We can observe that maximum crimes occur around 12 in the afternoon, then another spike at midnight. It then gradually decreases from 1 am - 7 am in the morning.

#b) Theft time Heatmap

Of the above hourly districution, let us focus on Larcent Theft and plot the heatmap.

df_theft_time <- data %>%
  filter(Incident.Category=="Larceny Theft")%>%
  group_by(Incident.Day.of.Week, Incident.Hour) %>%
  summarize(count = n())
head(df_theft_time)
plot <- ggplot(df_theft_time, aes(x = Incident.Hour, y = Incident.Day.of.Week, fill = count)) +
  geom_tile() +
  theme(axis.text.x = element_text(angle = 90, vjust = 0.6), legend.title = element_blank(), legend.position="top", legend.direction="horizontal", legend.key.width=unit(2, "cm"), legend.key.height=unit(0.25, "cm"), legend.margin=unit(-0.5,"cm"), panel.margin=element_blank()) +
  labs(x = "Hour of Theft (Local Time)", y = "Day of Week of Theft", title = "Number of Thefts in San Francisco from 2018 – 2022, by Time of Theft") +
  scale_fill_gradient(low = "white", high = "orange")
plot

#Q4: Crime hotspots

#a) Map of San Francisco

library(ggmap)

sf = get_stamenmap(bbox = c(left = -122.5164, bottom = 37.7066, right = -122.3554, top = 37.8103), 
maptype = c("toner-lite"), zoom = 13)

map = ggmap(sf)
map

#b) Plotting the first 500 random points on the map

map + geom_point(data = sample_n(data, 500), aes(x = Longitude, y = Latitude))

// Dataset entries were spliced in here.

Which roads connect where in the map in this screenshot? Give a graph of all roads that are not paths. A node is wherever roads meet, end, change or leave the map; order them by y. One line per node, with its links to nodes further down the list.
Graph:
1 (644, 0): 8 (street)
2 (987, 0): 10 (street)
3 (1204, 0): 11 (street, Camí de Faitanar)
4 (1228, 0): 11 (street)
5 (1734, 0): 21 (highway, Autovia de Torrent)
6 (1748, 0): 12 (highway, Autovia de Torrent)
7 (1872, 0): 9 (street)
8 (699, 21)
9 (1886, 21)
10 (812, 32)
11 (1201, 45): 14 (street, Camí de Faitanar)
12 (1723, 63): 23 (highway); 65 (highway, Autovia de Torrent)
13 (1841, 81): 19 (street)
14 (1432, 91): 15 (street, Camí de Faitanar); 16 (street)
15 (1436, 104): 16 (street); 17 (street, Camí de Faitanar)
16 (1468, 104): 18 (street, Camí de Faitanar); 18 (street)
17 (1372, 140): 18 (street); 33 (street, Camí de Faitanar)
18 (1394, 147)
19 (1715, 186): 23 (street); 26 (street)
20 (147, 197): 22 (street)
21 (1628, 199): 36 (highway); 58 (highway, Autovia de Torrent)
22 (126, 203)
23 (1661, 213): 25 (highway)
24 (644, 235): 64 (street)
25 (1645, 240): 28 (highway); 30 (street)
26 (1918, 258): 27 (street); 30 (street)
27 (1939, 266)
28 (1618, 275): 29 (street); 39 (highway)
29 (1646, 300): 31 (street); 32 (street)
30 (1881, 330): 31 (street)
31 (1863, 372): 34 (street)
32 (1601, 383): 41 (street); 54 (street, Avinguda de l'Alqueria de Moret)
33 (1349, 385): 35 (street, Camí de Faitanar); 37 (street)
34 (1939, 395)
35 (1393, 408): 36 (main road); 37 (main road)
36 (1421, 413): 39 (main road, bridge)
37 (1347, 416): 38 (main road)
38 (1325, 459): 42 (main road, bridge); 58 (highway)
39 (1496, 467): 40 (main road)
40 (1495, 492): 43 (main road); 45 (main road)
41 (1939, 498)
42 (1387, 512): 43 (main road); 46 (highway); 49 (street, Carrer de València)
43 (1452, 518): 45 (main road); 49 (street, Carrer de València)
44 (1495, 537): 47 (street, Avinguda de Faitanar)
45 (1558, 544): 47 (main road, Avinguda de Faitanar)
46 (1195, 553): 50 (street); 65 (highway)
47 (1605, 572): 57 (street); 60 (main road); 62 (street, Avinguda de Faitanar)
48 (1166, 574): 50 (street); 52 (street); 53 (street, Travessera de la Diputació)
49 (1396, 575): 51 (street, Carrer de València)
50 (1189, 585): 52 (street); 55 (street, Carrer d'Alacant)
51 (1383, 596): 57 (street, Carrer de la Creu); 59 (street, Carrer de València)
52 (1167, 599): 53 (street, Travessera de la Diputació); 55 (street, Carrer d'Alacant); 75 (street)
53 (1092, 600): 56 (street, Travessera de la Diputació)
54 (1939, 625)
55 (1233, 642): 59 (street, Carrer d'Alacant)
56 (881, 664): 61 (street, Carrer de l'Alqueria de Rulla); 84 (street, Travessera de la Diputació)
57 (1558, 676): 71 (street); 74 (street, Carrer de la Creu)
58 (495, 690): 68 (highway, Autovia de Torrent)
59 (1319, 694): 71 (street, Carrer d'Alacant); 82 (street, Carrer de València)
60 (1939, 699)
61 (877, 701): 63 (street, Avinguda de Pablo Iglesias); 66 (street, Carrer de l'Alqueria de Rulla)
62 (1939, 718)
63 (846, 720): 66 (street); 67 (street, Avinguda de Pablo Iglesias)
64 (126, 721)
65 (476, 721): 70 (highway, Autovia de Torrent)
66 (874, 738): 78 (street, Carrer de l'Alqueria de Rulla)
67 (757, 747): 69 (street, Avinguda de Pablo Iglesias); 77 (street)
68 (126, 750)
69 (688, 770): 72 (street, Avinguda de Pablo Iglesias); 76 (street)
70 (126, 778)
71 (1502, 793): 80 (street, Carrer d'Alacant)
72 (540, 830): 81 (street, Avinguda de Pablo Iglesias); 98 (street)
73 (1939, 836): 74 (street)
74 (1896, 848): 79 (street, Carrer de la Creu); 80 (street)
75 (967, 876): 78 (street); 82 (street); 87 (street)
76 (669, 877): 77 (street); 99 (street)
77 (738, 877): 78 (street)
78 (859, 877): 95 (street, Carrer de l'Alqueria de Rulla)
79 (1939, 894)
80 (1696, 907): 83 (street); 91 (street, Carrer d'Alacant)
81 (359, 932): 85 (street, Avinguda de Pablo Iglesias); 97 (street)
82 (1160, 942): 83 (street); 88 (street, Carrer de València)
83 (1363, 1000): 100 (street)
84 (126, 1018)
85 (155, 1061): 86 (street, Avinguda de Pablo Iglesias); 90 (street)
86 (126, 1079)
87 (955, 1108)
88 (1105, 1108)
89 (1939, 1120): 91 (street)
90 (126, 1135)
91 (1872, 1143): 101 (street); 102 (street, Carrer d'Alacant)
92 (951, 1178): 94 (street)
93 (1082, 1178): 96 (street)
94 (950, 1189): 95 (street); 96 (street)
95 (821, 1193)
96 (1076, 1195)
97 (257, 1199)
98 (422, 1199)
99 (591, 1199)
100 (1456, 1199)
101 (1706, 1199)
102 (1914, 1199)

We can already observe a clustering towards the city center.

#c) Density Plot

map + 
stat_density2d( data = sample_frac(data, 0.2), aes(x = Longitude, y = Latitude, fill = ..level.., alpha = ..level..), size = 1, bins = 50, geom = 'polygon') +
scale_fill_gradient('Crime\nDensity', low = 'blue', high = 'orange') +
scale_alpha(range = c(.2, .3), guide = FALSE) +
guides(fill = guide_colorbar(barwidth = 1.5, barheight = 10))

#Q5: Count of crimes across months

data %>%
  ggplot(aes(Incident.Month)) + geom_bar()+
  labs(title = "Count of crimes across Months in 2023")